La ragione è ovvia sotto il profilo pratico, ancor prima che giuridico: il condomino vittorioso rappresenta la controparte processuale  vittoriosa del condominio, controparte  che ha diritto di vedersi rimborsare le spese di lite dal condominio che, in tal caso, ne risponderà nei limiti di tutti coloro che hanno partecipato alla lite quali condomini, tranne il condomino controparte.
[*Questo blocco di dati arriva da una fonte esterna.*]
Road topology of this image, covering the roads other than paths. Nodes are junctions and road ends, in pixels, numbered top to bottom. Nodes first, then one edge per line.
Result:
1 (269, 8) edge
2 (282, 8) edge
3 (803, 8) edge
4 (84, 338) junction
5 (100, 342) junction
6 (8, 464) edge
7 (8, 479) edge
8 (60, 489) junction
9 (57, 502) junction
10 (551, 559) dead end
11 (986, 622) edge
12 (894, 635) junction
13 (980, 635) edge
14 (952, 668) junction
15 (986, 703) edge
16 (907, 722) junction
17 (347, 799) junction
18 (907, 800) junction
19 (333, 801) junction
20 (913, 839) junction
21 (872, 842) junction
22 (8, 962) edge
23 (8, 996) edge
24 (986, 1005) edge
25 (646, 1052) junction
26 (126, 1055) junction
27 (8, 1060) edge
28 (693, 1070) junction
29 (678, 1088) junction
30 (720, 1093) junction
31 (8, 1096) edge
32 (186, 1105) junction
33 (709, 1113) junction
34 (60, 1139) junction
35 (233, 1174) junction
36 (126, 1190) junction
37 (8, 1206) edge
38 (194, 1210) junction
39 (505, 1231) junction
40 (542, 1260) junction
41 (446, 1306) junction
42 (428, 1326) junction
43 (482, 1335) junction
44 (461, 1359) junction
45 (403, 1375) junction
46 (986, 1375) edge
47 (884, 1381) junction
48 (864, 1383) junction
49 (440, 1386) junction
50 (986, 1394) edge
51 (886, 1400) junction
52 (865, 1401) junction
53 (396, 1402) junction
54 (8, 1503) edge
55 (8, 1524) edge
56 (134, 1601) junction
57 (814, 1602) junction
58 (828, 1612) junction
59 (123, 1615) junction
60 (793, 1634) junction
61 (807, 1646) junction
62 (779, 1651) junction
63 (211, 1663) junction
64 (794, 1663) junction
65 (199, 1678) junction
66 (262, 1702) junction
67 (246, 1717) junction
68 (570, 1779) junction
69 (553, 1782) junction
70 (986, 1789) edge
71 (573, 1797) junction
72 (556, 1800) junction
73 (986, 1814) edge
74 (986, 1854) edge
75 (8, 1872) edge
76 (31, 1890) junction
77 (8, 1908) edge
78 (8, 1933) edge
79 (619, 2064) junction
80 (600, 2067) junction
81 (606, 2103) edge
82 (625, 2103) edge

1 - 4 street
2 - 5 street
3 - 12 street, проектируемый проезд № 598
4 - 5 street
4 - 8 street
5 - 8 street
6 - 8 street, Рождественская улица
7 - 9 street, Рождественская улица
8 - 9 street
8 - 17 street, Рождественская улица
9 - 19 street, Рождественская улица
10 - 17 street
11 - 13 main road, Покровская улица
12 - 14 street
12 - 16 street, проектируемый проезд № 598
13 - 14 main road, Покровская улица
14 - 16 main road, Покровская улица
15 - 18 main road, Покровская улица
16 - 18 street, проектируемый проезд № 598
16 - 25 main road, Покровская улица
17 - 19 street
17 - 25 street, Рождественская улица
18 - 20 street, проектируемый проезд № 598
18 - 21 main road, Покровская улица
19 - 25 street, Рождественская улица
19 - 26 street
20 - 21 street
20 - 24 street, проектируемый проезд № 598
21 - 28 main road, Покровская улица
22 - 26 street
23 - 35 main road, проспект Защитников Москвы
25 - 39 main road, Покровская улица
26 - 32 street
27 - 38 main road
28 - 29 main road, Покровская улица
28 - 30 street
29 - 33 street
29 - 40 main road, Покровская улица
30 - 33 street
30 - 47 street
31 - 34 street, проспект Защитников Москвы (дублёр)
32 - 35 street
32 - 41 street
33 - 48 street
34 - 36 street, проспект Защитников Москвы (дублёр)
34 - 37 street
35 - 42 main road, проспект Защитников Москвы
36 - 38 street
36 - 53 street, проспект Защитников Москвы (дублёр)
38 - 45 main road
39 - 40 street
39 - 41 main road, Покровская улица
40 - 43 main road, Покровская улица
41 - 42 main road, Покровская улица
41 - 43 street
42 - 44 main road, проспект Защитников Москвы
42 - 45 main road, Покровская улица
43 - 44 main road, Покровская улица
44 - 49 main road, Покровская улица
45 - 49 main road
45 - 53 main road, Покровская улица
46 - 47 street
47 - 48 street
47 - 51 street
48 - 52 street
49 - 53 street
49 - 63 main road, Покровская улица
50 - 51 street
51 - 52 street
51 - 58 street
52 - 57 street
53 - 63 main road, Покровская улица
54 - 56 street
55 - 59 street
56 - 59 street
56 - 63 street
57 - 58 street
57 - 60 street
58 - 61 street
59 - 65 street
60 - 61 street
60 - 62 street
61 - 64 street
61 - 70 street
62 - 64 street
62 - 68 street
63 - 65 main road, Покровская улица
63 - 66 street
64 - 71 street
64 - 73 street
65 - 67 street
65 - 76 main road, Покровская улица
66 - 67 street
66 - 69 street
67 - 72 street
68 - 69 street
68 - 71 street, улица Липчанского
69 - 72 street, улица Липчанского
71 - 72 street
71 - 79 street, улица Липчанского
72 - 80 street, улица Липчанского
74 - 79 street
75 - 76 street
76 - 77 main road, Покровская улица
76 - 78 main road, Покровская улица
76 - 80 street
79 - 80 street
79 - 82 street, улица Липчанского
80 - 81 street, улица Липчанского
la Corte d’Appello di Trento ha fatto corretta applicazione dell’orientamento secondo cui è nulla la deliberazione dell’assemblea condominiale che, all’esito di un giudizio che abbia visto contrapposti il condominio ed un singolo condomino, disponga anche a carico di quest’ultimo, pro quota, il pagamento delle spese sostenute dallo stesso condominio per il compenso del difensore nominato in tale processo, non trovando applicazione nella relativa ipotesi, nemmeno in via analogica, gli artt. 1132 e 1101 c.c.

Questo orientamento spiega come nell’ipotesi di controversia tra condominio e uno o più condomini, la compagine condominiale viene a scindersi di fronte al particolare oggetto della lite, per dare vita a due gruppi di partecipanti al condominio in contrasto tra loro, nulla significando che nel giudizio il gruppo dei condomini, costituenti la maggioranza, sia stato rappresentato dall’amministratore (Cass. Sez. 2, 18/06/2014, n. 13885; Cass. Sez. 2, 25/03/1970, n. 801).
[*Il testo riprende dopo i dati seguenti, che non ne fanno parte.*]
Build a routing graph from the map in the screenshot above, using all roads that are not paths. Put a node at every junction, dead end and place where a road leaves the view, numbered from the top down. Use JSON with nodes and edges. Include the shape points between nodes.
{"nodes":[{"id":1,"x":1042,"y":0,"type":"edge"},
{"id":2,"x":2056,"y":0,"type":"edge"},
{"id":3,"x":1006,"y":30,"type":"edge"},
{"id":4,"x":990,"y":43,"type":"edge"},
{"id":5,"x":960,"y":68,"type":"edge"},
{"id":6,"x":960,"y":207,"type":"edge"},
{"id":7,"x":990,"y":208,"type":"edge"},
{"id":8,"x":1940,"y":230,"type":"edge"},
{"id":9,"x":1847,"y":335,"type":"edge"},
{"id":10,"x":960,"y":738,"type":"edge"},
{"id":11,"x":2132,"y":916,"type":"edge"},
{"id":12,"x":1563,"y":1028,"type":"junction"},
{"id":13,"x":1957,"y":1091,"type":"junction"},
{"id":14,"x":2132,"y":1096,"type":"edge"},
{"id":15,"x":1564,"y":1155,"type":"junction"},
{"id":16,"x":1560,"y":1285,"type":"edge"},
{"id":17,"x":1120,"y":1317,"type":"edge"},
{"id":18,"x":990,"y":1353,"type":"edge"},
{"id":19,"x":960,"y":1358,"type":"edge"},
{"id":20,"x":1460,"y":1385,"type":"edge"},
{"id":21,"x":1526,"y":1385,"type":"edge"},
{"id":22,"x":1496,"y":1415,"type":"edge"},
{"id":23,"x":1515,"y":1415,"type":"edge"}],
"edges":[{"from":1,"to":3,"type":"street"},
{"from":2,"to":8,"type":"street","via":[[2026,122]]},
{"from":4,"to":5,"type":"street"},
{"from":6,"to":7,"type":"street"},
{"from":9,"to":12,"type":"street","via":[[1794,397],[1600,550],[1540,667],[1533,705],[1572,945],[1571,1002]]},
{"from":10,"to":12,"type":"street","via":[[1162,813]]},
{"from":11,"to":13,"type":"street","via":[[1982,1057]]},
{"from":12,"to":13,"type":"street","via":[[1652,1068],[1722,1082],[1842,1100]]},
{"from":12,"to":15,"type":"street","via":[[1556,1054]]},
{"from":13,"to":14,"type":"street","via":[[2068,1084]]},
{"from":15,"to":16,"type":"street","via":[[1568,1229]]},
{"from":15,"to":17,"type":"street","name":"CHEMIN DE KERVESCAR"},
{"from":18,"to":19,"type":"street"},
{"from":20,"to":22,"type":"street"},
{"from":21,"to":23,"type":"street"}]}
E’ quindi da considerare nulla per impossibilità dell’oggetto la deliberazione dell’assemblea che, con riferimento ad un giudizio che veda contrapposti il condominio ed un singolo condomino, ponga anche a carico di quest’ultimo, pro quota, l’obbligo di contribuire alle spese sostenute dallo stesso condominio per il compenso del difensore o del consulente tecnico di parte nominati in tale processo, trattandosi di spese per prestazioni rese a tutela di un interesse comunque opposto alle specifiche ragioni personali del singolo condomino, e neppure, perciò, trovando applicazione in tale ipotesi l’art. 1132 c.c.”

La corte ribadisce anche un altro principio  importate in tema di spese: non possono essere poste a carico della parte totalmente vittoriosa, ma la misura della compensazione – in caso di reciproca soccombenza – rimane una valutazione di esclusiva competenza del giudice di merito.
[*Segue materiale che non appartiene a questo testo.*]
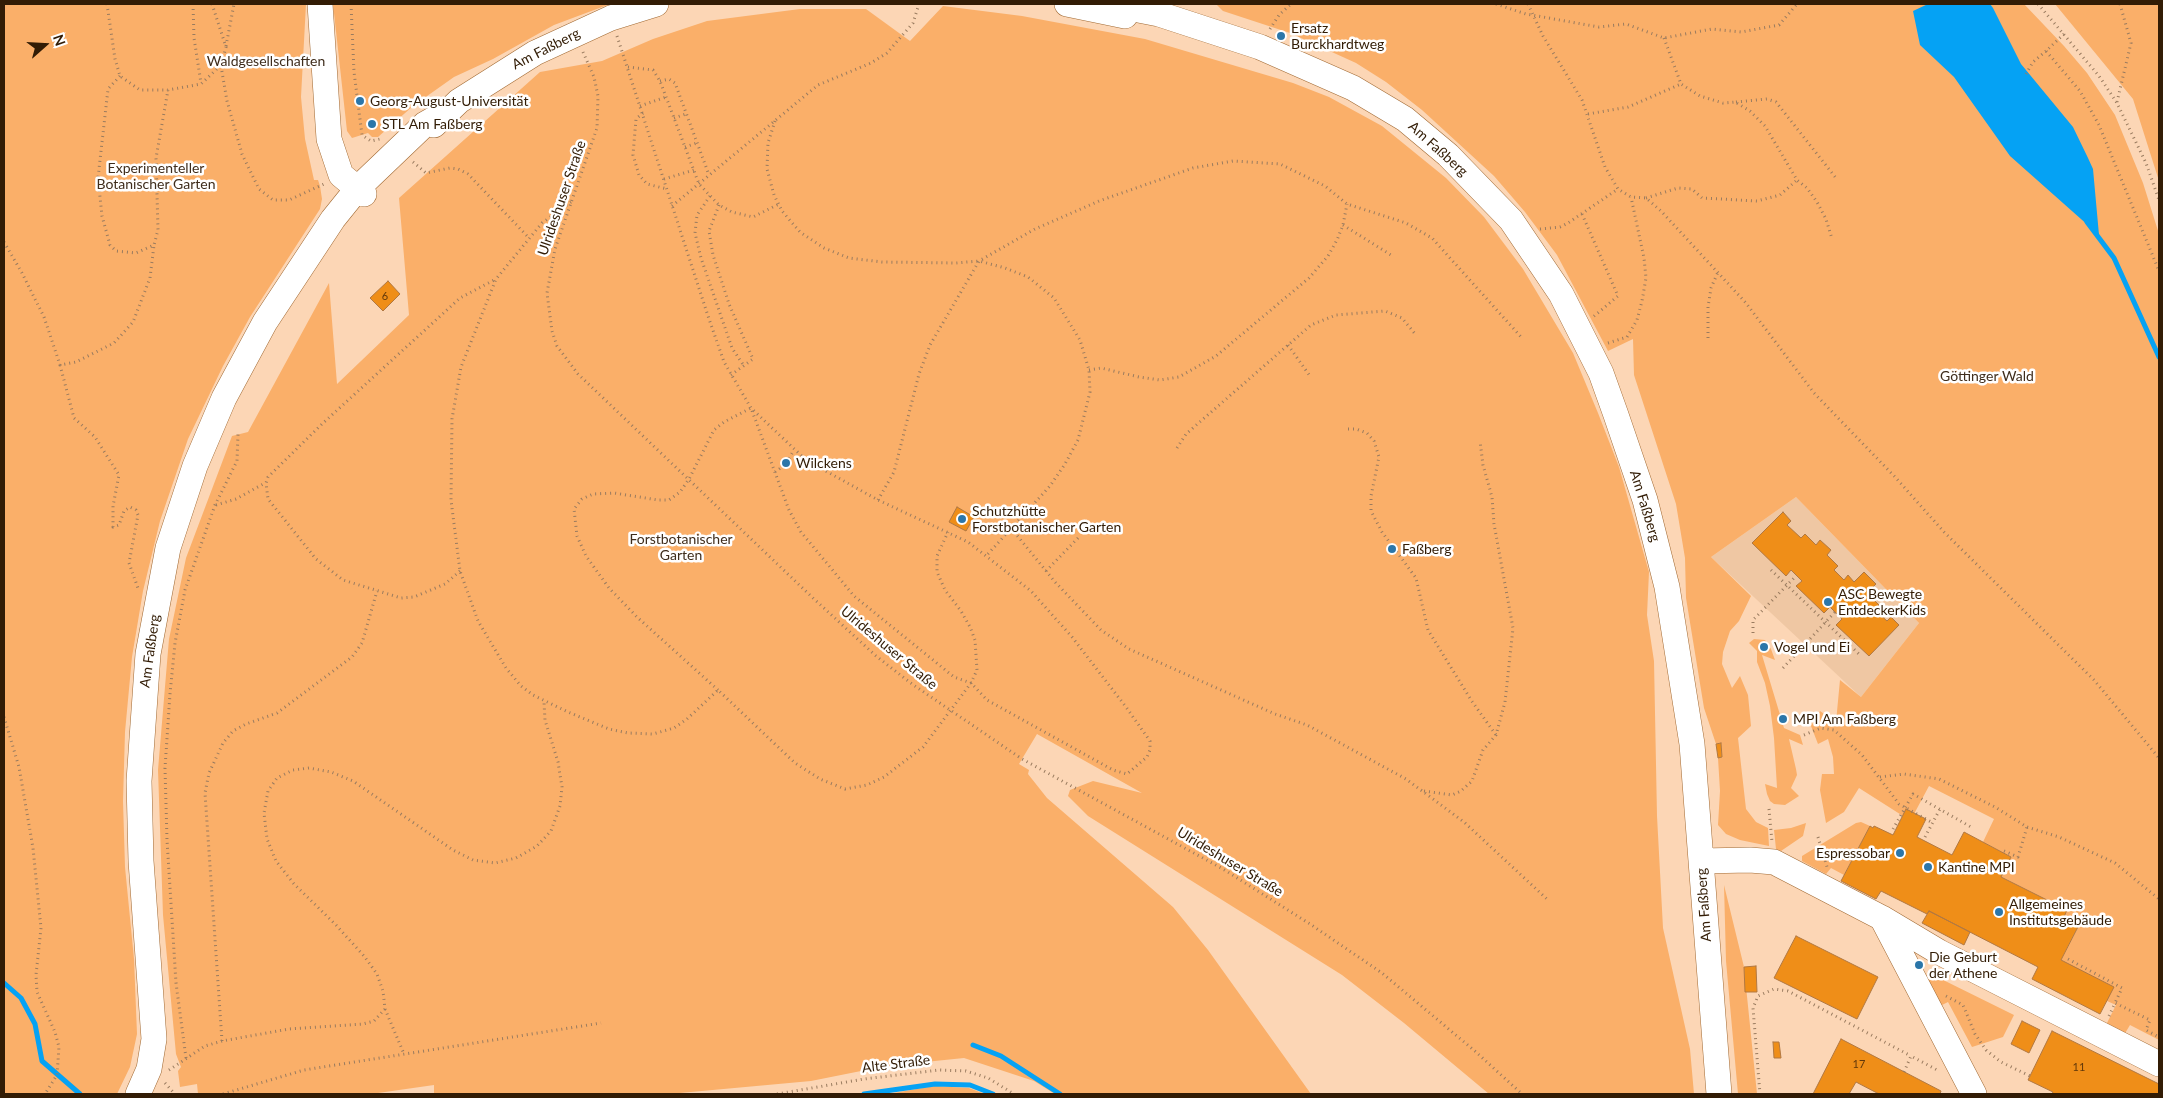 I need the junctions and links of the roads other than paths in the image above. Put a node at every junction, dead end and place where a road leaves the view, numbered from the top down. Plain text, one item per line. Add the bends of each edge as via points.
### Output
1 (320, 4) edge
2 (656, 4) edge
3 (1067, 4) edge
4 (1108, 4) edge
5 (1164, 15) edge
6 (354, 186) junction
7 (1701, 861) junction
8 (1882, 918) junction
9 (2159, 1064) edge
10 (148, 1083) edge
11 (1719, 1094) edge
12 (1974, 1094) edge

1 - 6 street via 325,90 340,149
2 - 6 street, Am Faßberg via 574,34 503,71
3 - 5 street, Am Faßberg
4 - 5 street, Am Faßberg
5 - 7 street, Am Faßberg via 1256,54 1289,61 1353,88 1405,119 1448,155 1511,220 1561,294 1601,373 1645,500 1657,546 1667,587 1692,744
6 - 10 street, Am Faßberg via 265,322 224,398 195,466 168,548 148,654 138,781 154,1021
7 - 8 street via 1774,862
7 - 11 street, Am Faßberg
8 - 9 street via 1939,952
8 - 12 street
“la valutazione delle proporzioni della soccombenza reciproca e dell’opportunità di compensare in tutto o in parte le spese di lite, ovvero la determinazione delle quote in cui le spese processuali debbano eventualmente ripartirsi o compensarsi tra le parti, ai sensi dell’art. 92, comma 2, c.p.c., rientrano nel potere discrezionale del giudice di merito, e restano perciò sottratte al sindacato di legittimità, essendo questo limitato ad accertare soltanto che non risulti violato il principio secondo il quale le spese non possono essere poste a carico della parte totalmente vittoriosa (cfr. Cass. Sez. 2, 31/01/2014, n. 2149).”